[Collection entries]
-- Opening Marker --
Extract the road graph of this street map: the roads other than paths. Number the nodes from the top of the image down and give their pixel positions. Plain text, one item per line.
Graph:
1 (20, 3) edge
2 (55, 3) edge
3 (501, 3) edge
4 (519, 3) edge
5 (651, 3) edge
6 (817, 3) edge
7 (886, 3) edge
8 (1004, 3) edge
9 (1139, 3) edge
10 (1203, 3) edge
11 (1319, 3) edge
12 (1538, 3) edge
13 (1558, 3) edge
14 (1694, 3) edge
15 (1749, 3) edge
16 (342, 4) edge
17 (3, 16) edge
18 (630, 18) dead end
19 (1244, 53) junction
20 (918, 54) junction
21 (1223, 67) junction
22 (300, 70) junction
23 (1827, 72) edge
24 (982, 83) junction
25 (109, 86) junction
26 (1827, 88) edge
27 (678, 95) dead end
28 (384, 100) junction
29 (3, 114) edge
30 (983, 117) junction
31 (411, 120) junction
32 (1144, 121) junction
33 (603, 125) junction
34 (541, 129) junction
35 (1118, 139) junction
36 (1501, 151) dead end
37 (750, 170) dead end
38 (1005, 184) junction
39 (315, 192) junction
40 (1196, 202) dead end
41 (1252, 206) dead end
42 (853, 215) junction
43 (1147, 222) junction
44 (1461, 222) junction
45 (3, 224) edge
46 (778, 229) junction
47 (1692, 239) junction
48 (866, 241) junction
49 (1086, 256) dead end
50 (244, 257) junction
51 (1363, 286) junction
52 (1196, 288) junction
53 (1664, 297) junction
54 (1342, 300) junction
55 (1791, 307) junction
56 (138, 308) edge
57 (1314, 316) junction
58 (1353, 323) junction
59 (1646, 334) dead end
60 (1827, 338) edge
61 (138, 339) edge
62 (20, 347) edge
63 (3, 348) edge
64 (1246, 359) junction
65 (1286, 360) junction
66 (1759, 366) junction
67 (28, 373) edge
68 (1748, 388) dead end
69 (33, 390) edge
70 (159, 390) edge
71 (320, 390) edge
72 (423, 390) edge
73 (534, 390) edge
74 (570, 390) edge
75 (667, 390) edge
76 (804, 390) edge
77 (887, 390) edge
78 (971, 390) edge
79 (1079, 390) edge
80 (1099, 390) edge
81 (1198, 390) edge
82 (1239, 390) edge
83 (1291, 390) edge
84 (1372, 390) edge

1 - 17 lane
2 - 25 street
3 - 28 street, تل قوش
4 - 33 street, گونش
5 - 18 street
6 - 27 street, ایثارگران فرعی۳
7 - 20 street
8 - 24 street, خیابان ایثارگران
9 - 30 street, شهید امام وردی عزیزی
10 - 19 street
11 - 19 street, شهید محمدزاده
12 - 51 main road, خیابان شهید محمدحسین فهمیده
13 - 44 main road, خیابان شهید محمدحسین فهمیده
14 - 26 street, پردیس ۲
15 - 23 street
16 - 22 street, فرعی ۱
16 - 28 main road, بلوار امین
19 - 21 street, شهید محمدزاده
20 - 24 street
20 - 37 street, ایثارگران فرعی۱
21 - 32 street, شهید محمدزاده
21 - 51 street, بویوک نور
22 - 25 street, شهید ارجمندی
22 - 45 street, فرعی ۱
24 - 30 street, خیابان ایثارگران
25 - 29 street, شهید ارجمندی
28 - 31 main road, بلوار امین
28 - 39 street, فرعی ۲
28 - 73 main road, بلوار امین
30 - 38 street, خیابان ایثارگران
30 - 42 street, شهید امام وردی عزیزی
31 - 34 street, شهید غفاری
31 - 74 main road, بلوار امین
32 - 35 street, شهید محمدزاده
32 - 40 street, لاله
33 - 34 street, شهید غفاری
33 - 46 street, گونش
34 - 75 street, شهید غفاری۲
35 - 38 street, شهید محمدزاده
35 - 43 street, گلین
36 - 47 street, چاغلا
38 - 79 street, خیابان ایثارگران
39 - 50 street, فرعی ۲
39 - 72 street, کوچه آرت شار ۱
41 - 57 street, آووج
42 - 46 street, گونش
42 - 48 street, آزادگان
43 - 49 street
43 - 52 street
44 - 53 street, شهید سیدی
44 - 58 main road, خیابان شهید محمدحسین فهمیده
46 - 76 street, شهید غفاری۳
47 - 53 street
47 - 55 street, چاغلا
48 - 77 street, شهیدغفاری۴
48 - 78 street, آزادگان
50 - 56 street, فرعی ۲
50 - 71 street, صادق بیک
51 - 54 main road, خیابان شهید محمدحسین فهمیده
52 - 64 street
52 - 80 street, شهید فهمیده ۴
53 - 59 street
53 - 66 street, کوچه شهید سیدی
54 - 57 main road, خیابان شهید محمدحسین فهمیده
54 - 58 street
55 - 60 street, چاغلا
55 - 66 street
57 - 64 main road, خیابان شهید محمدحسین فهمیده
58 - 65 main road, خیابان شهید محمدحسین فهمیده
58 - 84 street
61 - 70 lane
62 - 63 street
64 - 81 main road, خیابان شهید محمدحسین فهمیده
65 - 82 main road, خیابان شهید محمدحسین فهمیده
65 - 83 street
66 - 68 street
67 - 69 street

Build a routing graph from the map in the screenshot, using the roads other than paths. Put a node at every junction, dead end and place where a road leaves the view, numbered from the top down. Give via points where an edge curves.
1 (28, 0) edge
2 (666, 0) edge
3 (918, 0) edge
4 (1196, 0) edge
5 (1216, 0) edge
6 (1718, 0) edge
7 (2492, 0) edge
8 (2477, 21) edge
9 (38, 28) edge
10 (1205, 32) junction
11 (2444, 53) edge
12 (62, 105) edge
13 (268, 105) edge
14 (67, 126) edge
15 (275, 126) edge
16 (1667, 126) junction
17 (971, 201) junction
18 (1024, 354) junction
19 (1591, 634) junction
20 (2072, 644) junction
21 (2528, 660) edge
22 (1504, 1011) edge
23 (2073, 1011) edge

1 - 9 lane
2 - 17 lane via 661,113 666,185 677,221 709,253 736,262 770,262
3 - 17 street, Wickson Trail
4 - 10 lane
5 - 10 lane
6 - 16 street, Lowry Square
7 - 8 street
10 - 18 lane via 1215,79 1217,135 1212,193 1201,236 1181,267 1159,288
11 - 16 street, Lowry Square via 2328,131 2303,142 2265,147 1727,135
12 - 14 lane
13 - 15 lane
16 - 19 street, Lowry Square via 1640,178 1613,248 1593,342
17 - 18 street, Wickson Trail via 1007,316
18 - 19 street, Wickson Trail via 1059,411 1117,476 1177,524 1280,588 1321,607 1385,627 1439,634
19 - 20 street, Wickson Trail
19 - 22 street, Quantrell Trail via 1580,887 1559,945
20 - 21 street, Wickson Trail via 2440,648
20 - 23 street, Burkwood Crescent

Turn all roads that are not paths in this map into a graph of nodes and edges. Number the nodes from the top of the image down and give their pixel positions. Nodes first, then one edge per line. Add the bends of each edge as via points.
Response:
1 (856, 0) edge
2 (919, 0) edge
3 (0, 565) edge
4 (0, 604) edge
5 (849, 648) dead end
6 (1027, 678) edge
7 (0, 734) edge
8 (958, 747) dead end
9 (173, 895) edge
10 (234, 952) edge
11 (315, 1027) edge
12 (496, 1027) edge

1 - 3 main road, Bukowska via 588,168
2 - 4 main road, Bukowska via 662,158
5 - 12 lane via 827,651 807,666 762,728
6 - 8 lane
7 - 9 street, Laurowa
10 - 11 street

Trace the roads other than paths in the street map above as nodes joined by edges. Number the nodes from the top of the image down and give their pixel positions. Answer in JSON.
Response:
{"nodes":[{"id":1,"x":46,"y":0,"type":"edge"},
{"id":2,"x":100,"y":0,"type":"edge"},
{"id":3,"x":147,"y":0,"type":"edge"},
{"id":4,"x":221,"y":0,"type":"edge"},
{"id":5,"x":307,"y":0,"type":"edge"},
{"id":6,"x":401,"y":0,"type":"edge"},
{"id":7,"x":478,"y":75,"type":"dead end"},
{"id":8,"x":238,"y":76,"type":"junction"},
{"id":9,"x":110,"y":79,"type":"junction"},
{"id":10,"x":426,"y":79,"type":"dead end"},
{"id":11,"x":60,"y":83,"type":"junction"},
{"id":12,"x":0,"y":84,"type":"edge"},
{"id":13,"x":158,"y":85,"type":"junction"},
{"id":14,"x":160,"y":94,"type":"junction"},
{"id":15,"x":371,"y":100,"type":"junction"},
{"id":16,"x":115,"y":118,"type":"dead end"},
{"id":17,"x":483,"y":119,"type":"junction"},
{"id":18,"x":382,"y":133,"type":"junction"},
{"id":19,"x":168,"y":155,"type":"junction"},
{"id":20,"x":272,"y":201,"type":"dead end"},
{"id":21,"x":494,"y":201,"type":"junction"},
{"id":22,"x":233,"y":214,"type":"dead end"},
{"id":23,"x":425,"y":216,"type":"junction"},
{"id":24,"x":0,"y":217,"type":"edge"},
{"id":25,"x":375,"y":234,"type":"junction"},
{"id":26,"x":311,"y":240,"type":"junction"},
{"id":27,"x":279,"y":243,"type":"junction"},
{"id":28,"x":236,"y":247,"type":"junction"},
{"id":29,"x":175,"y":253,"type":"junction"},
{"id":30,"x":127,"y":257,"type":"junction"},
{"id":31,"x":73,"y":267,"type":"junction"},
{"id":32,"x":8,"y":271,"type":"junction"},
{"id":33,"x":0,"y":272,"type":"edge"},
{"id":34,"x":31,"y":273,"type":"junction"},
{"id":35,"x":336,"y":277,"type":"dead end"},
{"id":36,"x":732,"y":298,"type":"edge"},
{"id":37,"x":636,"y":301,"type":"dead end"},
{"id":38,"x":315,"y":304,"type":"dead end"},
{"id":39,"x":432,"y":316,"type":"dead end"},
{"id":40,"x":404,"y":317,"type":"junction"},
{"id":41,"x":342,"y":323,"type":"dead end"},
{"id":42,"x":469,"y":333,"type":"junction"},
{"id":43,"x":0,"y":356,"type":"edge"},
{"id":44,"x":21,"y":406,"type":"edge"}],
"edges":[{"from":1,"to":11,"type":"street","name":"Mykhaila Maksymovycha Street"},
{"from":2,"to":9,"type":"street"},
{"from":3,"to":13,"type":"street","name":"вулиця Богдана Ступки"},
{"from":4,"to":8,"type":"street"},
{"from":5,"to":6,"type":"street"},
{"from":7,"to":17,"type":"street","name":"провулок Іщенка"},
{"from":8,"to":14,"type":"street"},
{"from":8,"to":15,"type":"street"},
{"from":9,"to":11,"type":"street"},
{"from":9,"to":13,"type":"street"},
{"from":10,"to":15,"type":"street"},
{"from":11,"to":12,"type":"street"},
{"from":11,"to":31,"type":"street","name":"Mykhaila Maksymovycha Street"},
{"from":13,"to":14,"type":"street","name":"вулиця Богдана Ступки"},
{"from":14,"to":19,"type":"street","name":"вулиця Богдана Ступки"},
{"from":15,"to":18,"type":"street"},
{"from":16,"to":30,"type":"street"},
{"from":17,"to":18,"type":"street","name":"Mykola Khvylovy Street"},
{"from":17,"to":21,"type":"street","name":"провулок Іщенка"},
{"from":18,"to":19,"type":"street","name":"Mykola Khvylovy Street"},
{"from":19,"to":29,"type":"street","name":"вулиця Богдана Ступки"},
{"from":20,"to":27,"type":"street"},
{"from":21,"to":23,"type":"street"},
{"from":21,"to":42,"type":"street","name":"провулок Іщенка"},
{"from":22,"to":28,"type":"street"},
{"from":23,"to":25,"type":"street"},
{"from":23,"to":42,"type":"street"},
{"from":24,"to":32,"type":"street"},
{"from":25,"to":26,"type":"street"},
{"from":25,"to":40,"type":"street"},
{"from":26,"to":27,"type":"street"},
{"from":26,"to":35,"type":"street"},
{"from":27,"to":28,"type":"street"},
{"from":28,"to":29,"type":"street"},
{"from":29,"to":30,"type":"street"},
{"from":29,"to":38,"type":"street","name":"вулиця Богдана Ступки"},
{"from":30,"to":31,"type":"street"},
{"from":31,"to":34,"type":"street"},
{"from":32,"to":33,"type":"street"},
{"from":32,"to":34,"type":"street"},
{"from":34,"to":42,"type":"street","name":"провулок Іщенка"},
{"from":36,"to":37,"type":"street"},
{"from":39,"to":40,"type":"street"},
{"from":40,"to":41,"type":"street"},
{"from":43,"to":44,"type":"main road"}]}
-- Closing Marker --
§ Exercise aim:
Every line of the entries that includes "ارجمندی" must be copied into the answer.

§ Output for this task:
22 - 25 street, شهید ارجمندی
25 - 29 street, شهید ارجمندی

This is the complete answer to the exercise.